–
–
А потом Энтони заболел.
Серьезно. Никто не мог понять, что с ним. Он терял равновесие, он стал плохо слышать, он стал слепнуть на один глаз. Врачи не знали, что ему сказать. У него болели икры. У него болели руки. Энтони всегда выглядел на двадцать лет моложе своего возраста и был примером здорового человека: он много ходил пешком, сплавлялся по реке на каяке, занимался йогой. Я звонила ему каждый день с гастролей, и каждый день у него находилось что-то новое, у него болела другая часть тела, случались новые приступы.
Я ужасно себя чувствовала из-за того, что рассказывала ему о своих глупых проблемах, но я знала, что он любит помогать, поэтому продолжала выкладывать ему всю свою жизнь. Мой бизнес как всегда напоминал хаос, так как количество моих фанатов росло, я попробовала работать с несколькими опытными менеджерами, которые до этого работали с известными музыкантами, но в конце концов я бросила эту идею: моя команда была урезана до трех человек, которые понимали меня. Мои доходы не были высокими и постоянными, но все шло хорошо, я могла платить всем, наверное, потому что я выступала без остановок: мои соседи по the Cloud Club не переставали шутить, что я вот уже шесть лет «беру отпуск», чтобы навести порядок в своей комнате. Я освободилась из оков звукозаписывающей компании, но я не была уверена, что делать дальше. У меня накопилась груда песен, но я не знала, как выпустить их. Нил ждал, пока его младшая дочка закончит школу в Висконсине (там он вырастил своих детей со своей первой женой), чтобы переехать куда-нибудь поближе друг к другу… возможно, в Нью-Йорк.

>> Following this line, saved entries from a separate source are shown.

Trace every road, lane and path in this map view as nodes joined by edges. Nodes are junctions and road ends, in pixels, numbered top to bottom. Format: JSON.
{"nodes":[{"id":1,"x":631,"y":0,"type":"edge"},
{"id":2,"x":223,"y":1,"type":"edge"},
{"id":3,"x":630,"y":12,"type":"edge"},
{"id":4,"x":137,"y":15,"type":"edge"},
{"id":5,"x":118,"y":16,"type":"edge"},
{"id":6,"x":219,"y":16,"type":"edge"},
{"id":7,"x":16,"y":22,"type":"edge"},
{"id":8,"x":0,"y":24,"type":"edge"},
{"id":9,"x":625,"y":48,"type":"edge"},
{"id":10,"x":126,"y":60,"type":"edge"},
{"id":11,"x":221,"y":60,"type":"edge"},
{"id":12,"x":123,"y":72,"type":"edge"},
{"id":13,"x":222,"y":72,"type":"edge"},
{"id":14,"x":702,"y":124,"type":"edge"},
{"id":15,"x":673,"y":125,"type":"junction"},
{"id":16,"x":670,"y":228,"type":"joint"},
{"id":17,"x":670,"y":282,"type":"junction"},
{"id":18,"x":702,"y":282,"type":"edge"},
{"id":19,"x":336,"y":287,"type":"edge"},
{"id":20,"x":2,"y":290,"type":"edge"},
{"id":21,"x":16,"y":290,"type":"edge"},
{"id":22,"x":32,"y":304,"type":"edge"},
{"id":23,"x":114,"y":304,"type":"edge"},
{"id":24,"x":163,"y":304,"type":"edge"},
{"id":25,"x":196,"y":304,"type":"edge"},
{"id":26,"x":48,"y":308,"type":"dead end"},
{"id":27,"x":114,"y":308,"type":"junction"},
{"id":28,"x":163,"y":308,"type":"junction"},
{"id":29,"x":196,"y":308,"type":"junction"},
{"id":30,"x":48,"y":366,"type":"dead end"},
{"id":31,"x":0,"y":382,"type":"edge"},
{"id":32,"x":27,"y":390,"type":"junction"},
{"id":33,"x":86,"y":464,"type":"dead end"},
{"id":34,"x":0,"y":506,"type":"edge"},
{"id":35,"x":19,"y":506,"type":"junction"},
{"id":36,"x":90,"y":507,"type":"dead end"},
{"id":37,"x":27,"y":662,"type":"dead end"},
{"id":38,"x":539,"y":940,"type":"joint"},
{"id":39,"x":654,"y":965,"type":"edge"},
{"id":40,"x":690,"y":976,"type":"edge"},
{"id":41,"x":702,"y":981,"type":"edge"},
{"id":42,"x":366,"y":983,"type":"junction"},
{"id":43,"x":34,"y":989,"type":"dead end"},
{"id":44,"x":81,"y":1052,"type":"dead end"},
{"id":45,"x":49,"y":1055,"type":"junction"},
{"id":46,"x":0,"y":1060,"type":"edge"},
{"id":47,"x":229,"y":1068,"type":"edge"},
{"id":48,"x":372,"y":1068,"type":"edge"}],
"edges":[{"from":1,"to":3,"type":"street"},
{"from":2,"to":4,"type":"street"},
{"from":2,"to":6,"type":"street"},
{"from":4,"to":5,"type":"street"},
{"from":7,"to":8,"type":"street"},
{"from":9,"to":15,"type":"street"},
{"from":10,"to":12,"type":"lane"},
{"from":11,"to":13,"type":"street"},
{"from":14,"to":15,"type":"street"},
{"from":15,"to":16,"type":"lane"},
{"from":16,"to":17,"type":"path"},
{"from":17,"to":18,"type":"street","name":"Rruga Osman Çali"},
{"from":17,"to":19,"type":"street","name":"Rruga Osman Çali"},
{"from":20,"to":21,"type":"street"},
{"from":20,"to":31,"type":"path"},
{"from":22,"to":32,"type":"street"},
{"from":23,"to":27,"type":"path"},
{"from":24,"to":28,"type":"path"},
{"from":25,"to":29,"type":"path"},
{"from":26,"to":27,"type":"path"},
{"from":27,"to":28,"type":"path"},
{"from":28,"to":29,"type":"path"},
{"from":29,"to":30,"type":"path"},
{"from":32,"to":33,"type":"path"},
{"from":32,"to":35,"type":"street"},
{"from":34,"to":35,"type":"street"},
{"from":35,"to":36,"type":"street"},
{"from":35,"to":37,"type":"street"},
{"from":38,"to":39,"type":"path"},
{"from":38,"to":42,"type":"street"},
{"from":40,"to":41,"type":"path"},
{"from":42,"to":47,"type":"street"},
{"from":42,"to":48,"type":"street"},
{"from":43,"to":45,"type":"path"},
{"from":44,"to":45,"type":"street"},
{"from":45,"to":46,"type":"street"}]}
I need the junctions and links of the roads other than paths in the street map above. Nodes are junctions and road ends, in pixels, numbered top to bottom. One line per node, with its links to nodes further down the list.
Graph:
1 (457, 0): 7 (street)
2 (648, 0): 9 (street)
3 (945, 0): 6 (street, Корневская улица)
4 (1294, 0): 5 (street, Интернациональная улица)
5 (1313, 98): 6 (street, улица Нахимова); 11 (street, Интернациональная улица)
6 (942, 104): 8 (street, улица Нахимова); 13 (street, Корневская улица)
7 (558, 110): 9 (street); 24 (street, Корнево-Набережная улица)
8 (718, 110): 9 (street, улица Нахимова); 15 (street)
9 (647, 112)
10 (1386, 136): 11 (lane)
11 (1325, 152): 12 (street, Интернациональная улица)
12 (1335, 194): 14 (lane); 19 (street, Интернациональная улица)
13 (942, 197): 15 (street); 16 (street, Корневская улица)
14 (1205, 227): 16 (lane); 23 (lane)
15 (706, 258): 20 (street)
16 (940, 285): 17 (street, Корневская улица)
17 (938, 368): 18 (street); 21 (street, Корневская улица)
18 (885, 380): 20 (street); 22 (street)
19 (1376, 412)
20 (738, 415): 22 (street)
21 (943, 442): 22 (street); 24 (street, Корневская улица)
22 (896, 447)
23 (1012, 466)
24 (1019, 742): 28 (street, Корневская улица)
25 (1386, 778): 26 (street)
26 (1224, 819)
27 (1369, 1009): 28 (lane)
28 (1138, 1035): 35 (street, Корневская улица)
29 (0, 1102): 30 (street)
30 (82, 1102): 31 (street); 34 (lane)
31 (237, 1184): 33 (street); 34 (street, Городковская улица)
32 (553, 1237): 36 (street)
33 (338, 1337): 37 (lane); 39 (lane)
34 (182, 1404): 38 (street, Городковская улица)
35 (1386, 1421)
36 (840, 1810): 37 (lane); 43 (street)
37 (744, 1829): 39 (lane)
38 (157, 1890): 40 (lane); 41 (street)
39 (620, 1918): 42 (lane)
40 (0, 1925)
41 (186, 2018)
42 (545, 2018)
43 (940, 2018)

Каждый раз, когда я приезжала в Бостон, заболевала гриппом, страдала от постгастрольной депрессии или мучительного ПМС.
Мои проблемы были настолько глупыми в сравнении с пугающей и неизвестной болью, которую испытывал мой друг, но он терпеливо слушал меня, смеялся и давал мудрые советы – как обычно. За несколько месяцев Энтони побывал у каждого доктора, у каждого специалиста. Окулист лечил его зрение, лор пытался понять, что происходит с его слухом. Никто не мог понять, что с ним. Нам всем становилось очень страшно. Однажды его глаза и голова стали так сильно болеть, что Лора немедленно повезла его в больницу. Я тут же вернулась с выступления в Нью-Йорке.
Они провели биопсию его виска и сказали, что у него гигантоклеточный артериит, то есть воспалительное заболевание артерий, которые у разных людей поражают разные части тела.
Ему прописали мешок стероидов, его ежедневной дозы преднизона хватило бы бодибилдеру на год.
Видеть Энтони в ту ночь в больнице было тяжело. Он любит держать все под контролем и беспокоится, если все идет не по плану. Когда я была моложе, я всегда представляла его как мудрого и успешного мужчину, но когда я начала ездить по всему миру, для меня стало ясно, что он построил маленький офис вокруг себя в маленьком городке, окружил себя теми вещами, которые ему хорошо знакомы, которым он может доверять. Он был сильным снаружи – у него был черный пояс по каратэ, – он был хрупким и чувствительным, когда дело касалось неожиданных внутренних перемен. В детстве Энтони подвергался жестокому обращению как физически, так и морально, он рассказывал мне несколько историй и даже начал записывать некоторые из них. Они были пугающими. Но неважно, писал ли он или говорил, меня всегда удивлял его юмор, с которым он рассказывал об этом.
Мне было больно видеть его, подключенным к разным машинам, уязвимым, в синем больничном халате, пока врачи и медсестры приходили и брали различные анализы. Лора ночевала с ним на раскладывающейся кровати. Друзья по очереди приносили еду.
Его болезнь не была смертельной, слава Богу. Его зрение и слух ухудшились, но он был жив. Я выдохнула. Я не думала, что смогу выдержать, если бы с ним случилось что-то плохое.
В школе и колледже я играла с собой в игру, так я пыталась научить себя актерскому мастерству, этот опыт мне пригодился в некоторых театральных постановках.
Если мне нужно было заплакать по команде, у меня была уловка.
Я просто представляла, что Энтони умирает.
Меня это никогда не подводило. Я начинала рыдать в любой ситуации.
У меня нет сталкеров.
Чтобы заполучить себе сталкера, тебе нужно хоть чуть-чуть оставаться загадкой, чего я делать не умею. Не думаю, что тебя могут преследовать, если ты как на ладони после каждого шоу, если ты всегда сообщаешь, в каком кафе сидишь и выкладываешь фото своей чашки кофе, и при этом предлагаешь всем зайти и поздороваться. Не очень интересно копаться в жизни человека, который сам уже все выложил в Twitter.
Не поймите меня неправильно. Я не хочу себе сталкеров.